The Future. As Big Tech finally feels the correction that hit the rest of the economy months ago, many of the industry’s largest firms have laid off significant chunks of their workforce. Leaders at Stripe, Meta, and Twitter have all taken (partial) responsibility for the layoffs, citing overconfident hiring sprees and suggesting that Big Tech’s talent-recruiting craze was unsustainable from the get-go. The class of tech yuppies might be gone for good.

Too big to fail?
More than 100,000 tech workers have lost their jobs this year.

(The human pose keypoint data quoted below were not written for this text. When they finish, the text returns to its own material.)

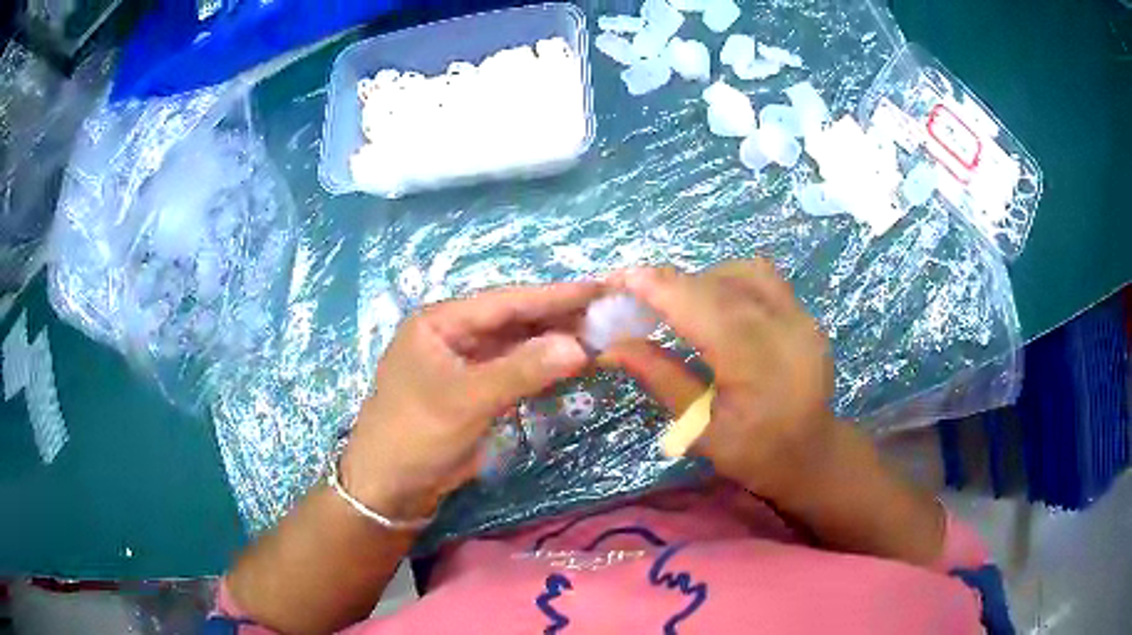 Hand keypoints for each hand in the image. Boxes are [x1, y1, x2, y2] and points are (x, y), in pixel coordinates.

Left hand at [341, 283, 598, 518]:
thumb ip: (521, 370)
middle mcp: (454, 335)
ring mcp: (465, 363)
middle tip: (608, 313)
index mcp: (441, 322)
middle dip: (558, 317)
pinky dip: (541, 368)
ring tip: (600, 336)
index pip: (505, 301)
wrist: (390, 486)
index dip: (554, 295)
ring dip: (553, 342)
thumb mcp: (466, 400)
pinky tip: (571, 364)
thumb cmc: (416, 433)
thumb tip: (578, 346)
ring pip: (517, 345)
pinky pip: (514, 371)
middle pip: (514, 320)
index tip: (600, 288)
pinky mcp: (475, 390)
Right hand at [604, 260, 836, 500]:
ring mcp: (800, 316)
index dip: (658, 288)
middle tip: (634, 295)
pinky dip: (729, 279)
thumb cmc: (753, 453)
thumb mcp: (700, 429)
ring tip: (677, 303)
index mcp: (757, 366)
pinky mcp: (805, 312)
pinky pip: (762, 277)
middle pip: (718, 285)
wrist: (811, 453)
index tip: (618, 280)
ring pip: (741, 271)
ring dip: (701, 279)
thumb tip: (611, 346)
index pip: (702, 308)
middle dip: (670, 283)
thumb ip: (660, 379)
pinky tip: (715, 302)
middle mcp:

  • For over a decade, firms like Google and Meta spent fortunes competing to attract top talent with wildly lucrative offers and playground-like campuses flush with amenities.
  • These firms didn’t need to manage costs so long as they grew quickly enough to attract venture capital. Rather than reduce inefficiencies by firing ineffective employees, these companies simply hired more.
  • Because tech has often been able to weather recent downturns, the industry was especially slow to react to the pandemic and the consequent economic slowdown. Meta doubled its staff in the past three years, while Robinhood’s workforce multiplied nearly sixfold in 2020 and 2021.

Now that these companies can no longer rely on seemingly endless streams of invested capital, their strategy has been given a gut check.

Time to pivot
On the one hand, some of today’s most successful tech companies — Uber, Dropbox, Airbnb — were born from the ashes of the Great Recession. This moment could be an opportunity for fledgling start-ups; after the economy hits rock bottom, there’s nowhere to go but up.

That said, newly unemployed tech workers may have to turn to other industries for reasons beyond their control. Tech companies were only so economically resilient (for so long) because the 2010s saw persistently low-interest rates that spurred investors to seek riskier investments. So, as those market conditions ebb, it’s likely that Big Tech’s hiring sprees will die with them.